Background/Purpose:
With the availability
of multiple biologic agents, each with different modes of action, use of real
world registries provide the manner in which to examine comparative
effectiveness in the absence of head-to-head clinical trials inform physicians
how they might be used for the treatment of rheumatoid arthritis

Methods: Arthritis Registry Monitoring Database
(ARMD) has been collecting prospective patient data since 2005 in all patients
seen in routine care. Each patient in this setting (with any diagnosis)

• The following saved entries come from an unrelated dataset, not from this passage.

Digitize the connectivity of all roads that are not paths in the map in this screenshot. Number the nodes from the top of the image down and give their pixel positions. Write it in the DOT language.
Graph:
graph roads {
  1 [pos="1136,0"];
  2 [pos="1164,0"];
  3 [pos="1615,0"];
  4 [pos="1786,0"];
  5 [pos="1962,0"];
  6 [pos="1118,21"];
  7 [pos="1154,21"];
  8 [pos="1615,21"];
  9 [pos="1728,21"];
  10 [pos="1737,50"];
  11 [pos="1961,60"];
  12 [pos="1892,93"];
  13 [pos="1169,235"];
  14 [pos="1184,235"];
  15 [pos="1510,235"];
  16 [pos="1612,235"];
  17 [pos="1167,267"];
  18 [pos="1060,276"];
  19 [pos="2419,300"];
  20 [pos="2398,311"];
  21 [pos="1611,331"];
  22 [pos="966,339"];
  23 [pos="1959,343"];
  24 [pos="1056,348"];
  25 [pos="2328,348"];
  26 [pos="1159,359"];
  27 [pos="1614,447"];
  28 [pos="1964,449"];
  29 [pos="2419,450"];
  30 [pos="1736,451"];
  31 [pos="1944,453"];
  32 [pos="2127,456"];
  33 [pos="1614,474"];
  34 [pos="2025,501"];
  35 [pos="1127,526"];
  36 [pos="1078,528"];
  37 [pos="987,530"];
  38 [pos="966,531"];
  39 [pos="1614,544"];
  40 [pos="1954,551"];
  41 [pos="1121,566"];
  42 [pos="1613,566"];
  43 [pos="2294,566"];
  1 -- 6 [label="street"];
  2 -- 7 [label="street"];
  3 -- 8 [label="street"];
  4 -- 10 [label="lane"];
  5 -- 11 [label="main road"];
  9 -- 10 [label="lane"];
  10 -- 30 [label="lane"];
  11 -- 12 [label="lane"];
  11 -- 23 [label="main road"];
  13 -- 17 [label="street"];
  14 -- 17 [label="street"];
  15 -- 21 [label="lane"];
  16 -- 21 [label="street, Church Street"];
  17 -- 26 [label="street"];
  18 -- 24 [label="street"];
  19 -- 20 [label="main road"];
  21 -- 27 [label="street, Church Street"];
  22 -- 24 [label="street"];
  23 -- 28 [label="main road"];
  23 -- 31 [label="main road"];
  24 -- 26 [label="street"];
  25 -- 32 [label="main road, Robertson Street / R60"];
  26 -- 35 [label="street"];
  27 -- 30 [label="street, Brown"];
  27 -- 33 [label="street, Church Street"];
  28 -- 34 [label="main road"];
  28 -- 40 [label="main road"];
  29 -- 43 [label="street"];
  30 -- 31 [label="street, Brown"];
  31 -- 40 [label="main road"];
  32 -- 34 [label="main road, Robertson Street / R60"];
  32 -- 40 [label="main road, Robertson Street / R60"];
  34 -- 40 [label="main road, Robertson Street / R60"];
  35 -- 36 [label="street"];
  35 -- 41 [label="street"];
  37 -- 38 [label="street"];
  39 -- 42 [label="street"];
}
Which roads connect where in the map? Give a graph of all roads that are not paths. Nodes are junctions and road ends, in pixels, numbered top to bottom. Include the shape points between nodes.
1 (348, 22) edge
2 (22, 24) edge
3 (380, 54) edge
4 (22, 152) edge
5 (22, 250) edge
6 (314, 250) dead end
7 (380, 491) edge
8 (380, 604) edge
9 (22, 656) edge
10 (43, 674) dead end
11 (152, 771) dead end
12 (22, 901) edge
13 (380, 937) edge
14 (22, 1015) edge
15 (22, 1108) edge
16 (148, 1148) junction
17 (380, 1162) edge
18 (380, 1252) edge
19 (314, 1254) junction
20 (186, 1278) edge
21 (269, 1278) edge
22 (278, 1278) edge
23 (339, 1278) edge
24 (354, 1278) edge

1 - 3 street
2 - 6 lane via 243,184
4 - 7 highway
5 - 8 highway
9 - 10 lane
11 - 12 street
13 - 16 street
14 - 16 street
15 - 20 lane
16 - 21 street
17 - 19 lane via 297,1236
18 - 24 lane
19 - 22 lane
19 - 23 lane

completes a 2-sided, 1-page MDHAQ (multidimensional health assessment
questionnaire) at every visit while waiting to see the physician in the
infrastructure of clinical care. The MDHAQ includes scales for physical
function, pain, patient global estimate (PATGL), fatigue, and a self-report
RADAI painful joint count. Usage of the biologic medications abatacept,
adalimumab, certolizumab, etanercept, infliximab, rituximab and tocilizumab
along with self-reported disease activity and clinic measures were abstracted. Treatments
were considered to be independent of each other as no individual received
biologic medications in combination.  Time to first response defined as an
improvement in RAPID3 of at least 3.6 was calculated; change from biologic
medication initiation to first response for self-reported disease activity and
clinic measures was estimated.  For those individuals with no response, time to
last follow-up was calculated and this was defined as lack of efficacy. 

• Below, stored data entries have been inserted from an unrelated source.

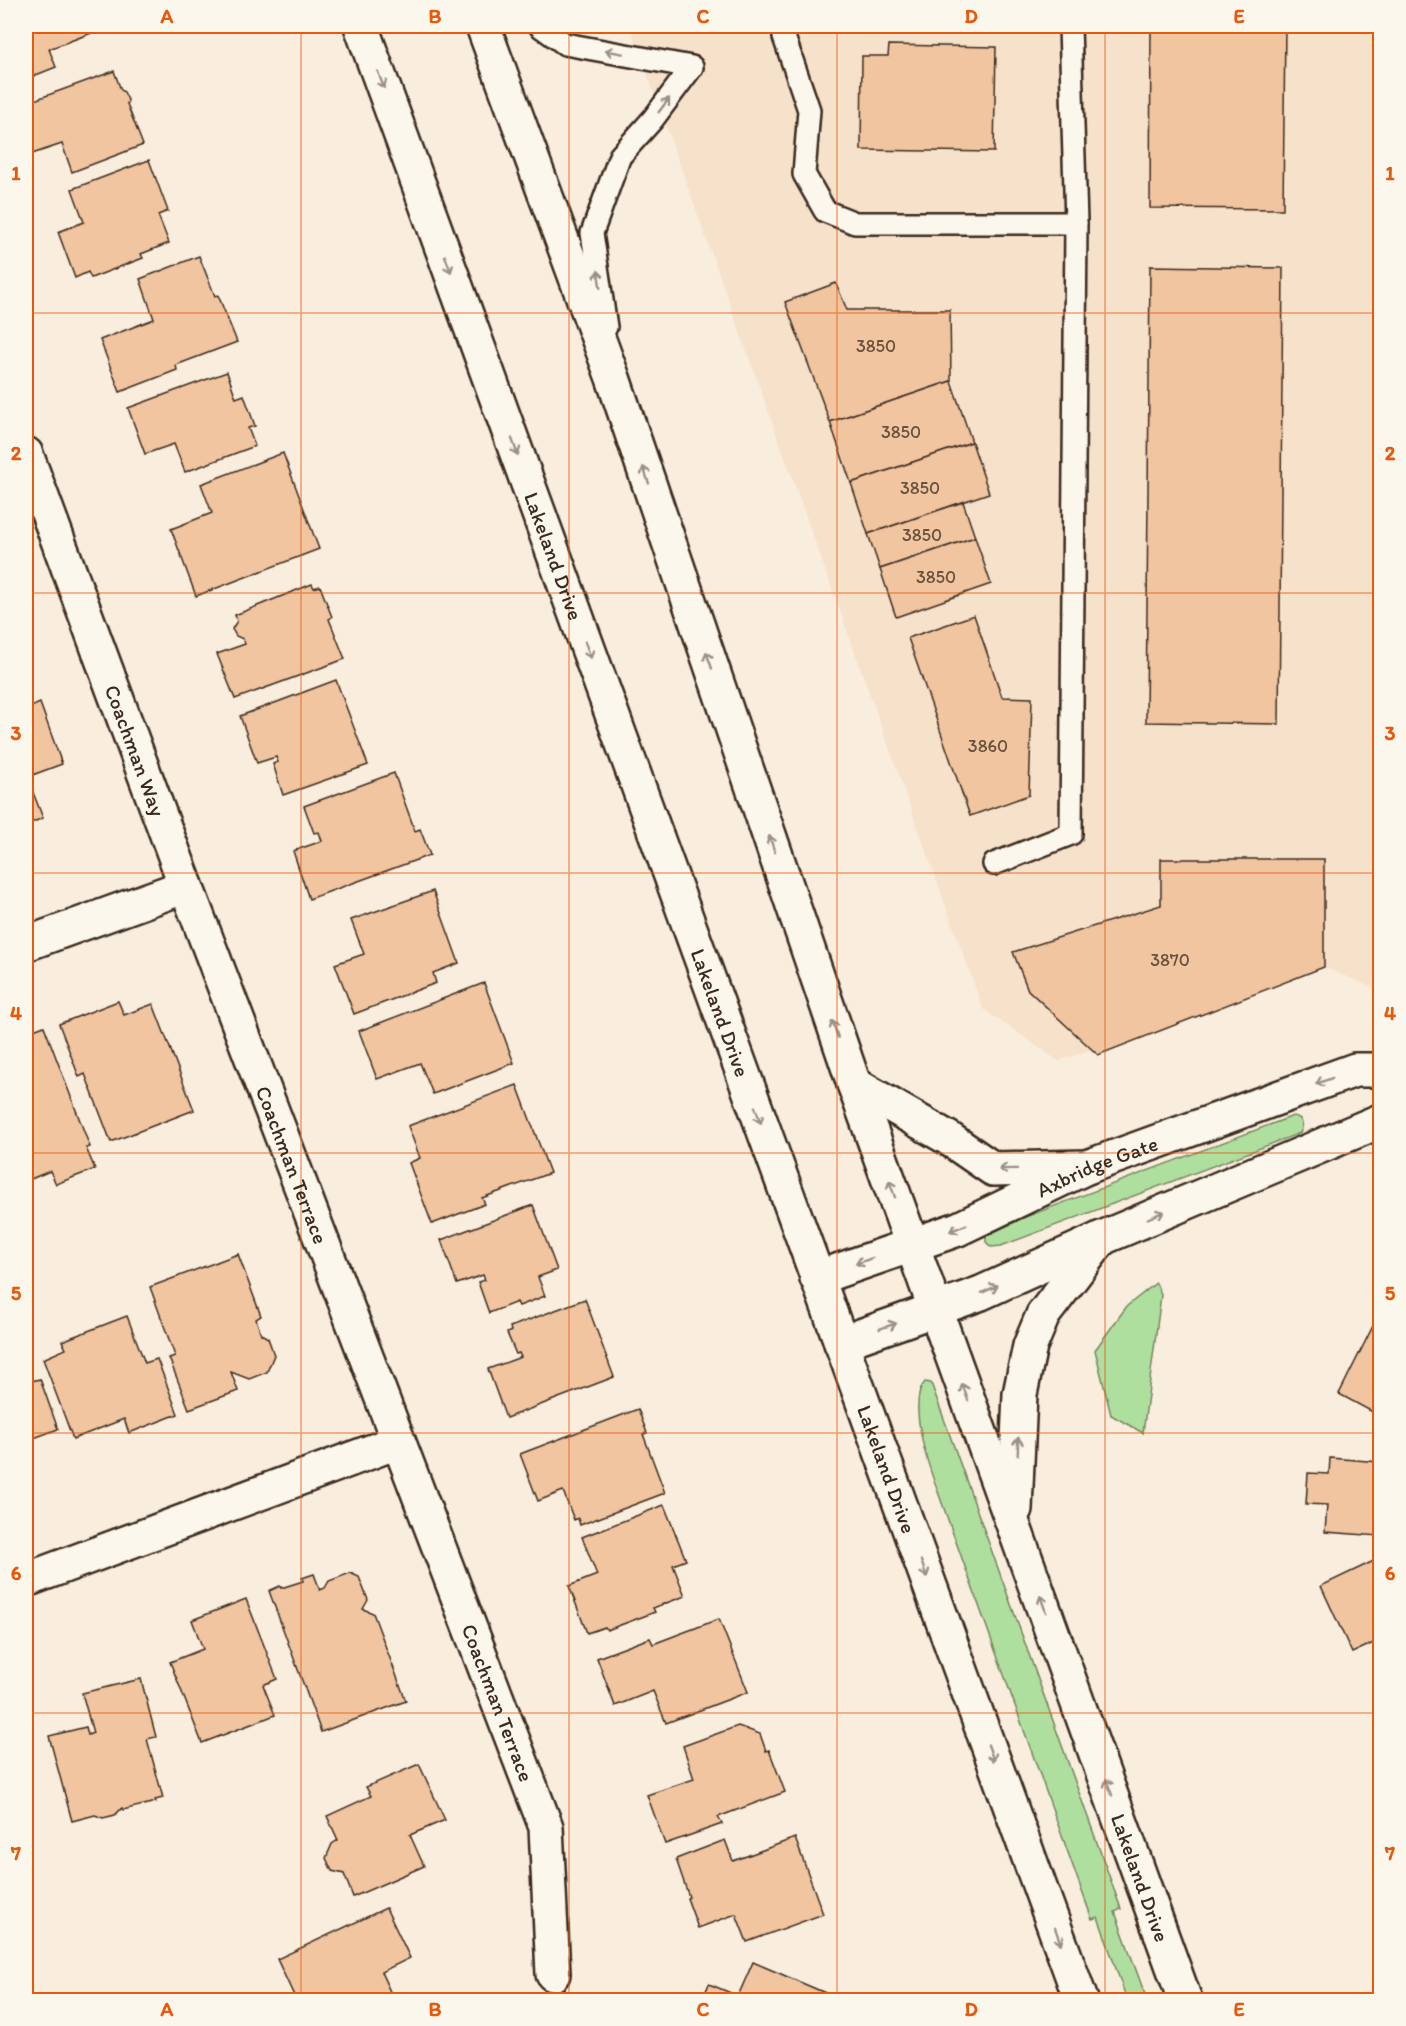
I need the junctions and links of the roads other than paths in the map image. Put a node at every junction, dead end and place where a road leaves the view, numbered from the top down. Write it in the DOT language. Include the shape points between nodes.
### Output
graph roads {
  1 [pos="361,26"];
  2 [pos="483,26"];
  3 [pos="540,26"];
  4 [pos="784,26"];
  5 [pos="1070,26"];
  6 [pos="1076,223"];
  7 [pos="613,378"];
  8 [pos="26,454"];
  9 [pos="994,864"];
  10 [pos="186,886"];
  11 [pos="26,944"];
  12 [pos="1380,1070"];
  13 [pos="854,1084"];
  14 [pos="1380,1121"];
  15 [pos="1087,1167"];
  16 [pos="1102,1238"];
  17 [pos="912,1244"];
  18 [pos="817,1278"];
  19 [pos="936,1310"];
  20 [pos="841,1343"];
  21 [pos="397,1442"];
  22 [pos="1014,1526"];
  23 [pos="26,1580"];
  24 [pos="553,1974"];
  25 [pos="1081,2001"];
  26 [pos="1185,2001"];
  1 -- 18 [label="main road, Lakeland Drive, one-way"];
  2 -- 7 [label="main road, Lakeland Drive"];
  7 -- 3 [label="lane, one-way" via="592,233 620,156 692,67 565,44"];
  4 -- 6 [label="lane" via="784,37 809,110 804,174 825,211 855,223"];
  5 -- 6 [label="lane"];
  6 -- 9 [label="lane" via="1071,834"];
  13 -- 7 [label="main road, Lakeland Drive, one-way"];
  8 -- 10 [label="main road, Coachman Way"];
  10 -- 11 [label="main road"];
  10 -- 21 [label="main road, Coachman Terrace"];
  12 -- 15 [label="main road, Axbridge Gate, one-way" via="1355,1070"];
  15 -- 13 [label="main road, one-way" via="993,1169"];
  17 -- 13 [label="main road, Lakeland Drive, one-way"];
  16 -- 14 [label="main road, one-way"];
  15 -- 17 [label="main road, Axbridge Gate, one-way" via="958,1229"];
  19 -- 16 [label="main road, one-way"];
  22 -- 16 [label="main road, one-way" via="1020,1394 1030,1346 1043,1315"];
  17 -- 18 [label="main road, Axbridge Gate, one-way"];
  17 -- 19 [label="main road, Lakeland Drive"];
  18 -- 20 [label="main road, Lakeland Drive"];
  20 -- 19 [label="main road, one-way"];
  22 -- 19 [label="main road, Lakeland Drive, one-way"];
  20 -- 25 [label="main road, Lakeland Drive, one-way"];
  21 -- 23 [label="main road"];
  21 -- 24 [label="main road, Coachman Terrace" via="546,1827"];
  26 -- 22 [label="main road, Lakeland Drive, one-way"];
}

Differences in time to first response between biologic medications versus lack
of efficacy were estimated using competing risks proportional hazards model,
adjusting for age, duration of disease, baseline RAPID3.

Results:
4217
encounters were reviewed for this analysis.  A total of 1789 treatment observations
were abstracted in 316 subjects. For those subjects with a baseline RAPID3 ≥
3.6, average age of the cohort was 51.5 years (±14.5), average duration 9.3
years (±9.3), 213 (85%) were female, and average baseline RAPID3 was 14.8 (±6.3).
Using infliximab as a reference, improved efficacy was estimated with abatacept
(SHR = 1.5), etanercept (SHR = 1.6) and rituximab (SHR=2.3) adjusting for age,
duration and baseline RAPID3. Increased age led to a decreased likelihood of
response (SHR=0.99, P=0.045). As expected, the higher the baseline RAPID3, the likelihood
of a positive treatment response also increased (SHR=1.09, P<0.001). Adalimumab
and tocilizumab had some improved efficacy, while certolizumab had decreased
efficacy compared to infliximab.

Conclusion:
Our
data suggest that there are no major differences in efficacy of adalimumab,
abatacept, etanercept and infliximab and time to response when treating RA
patients. With no difference in clinical outcomes, most treatment decisions may
be based on ease of use and safety data of respective biologics agents when
they are being considered for RA treatment.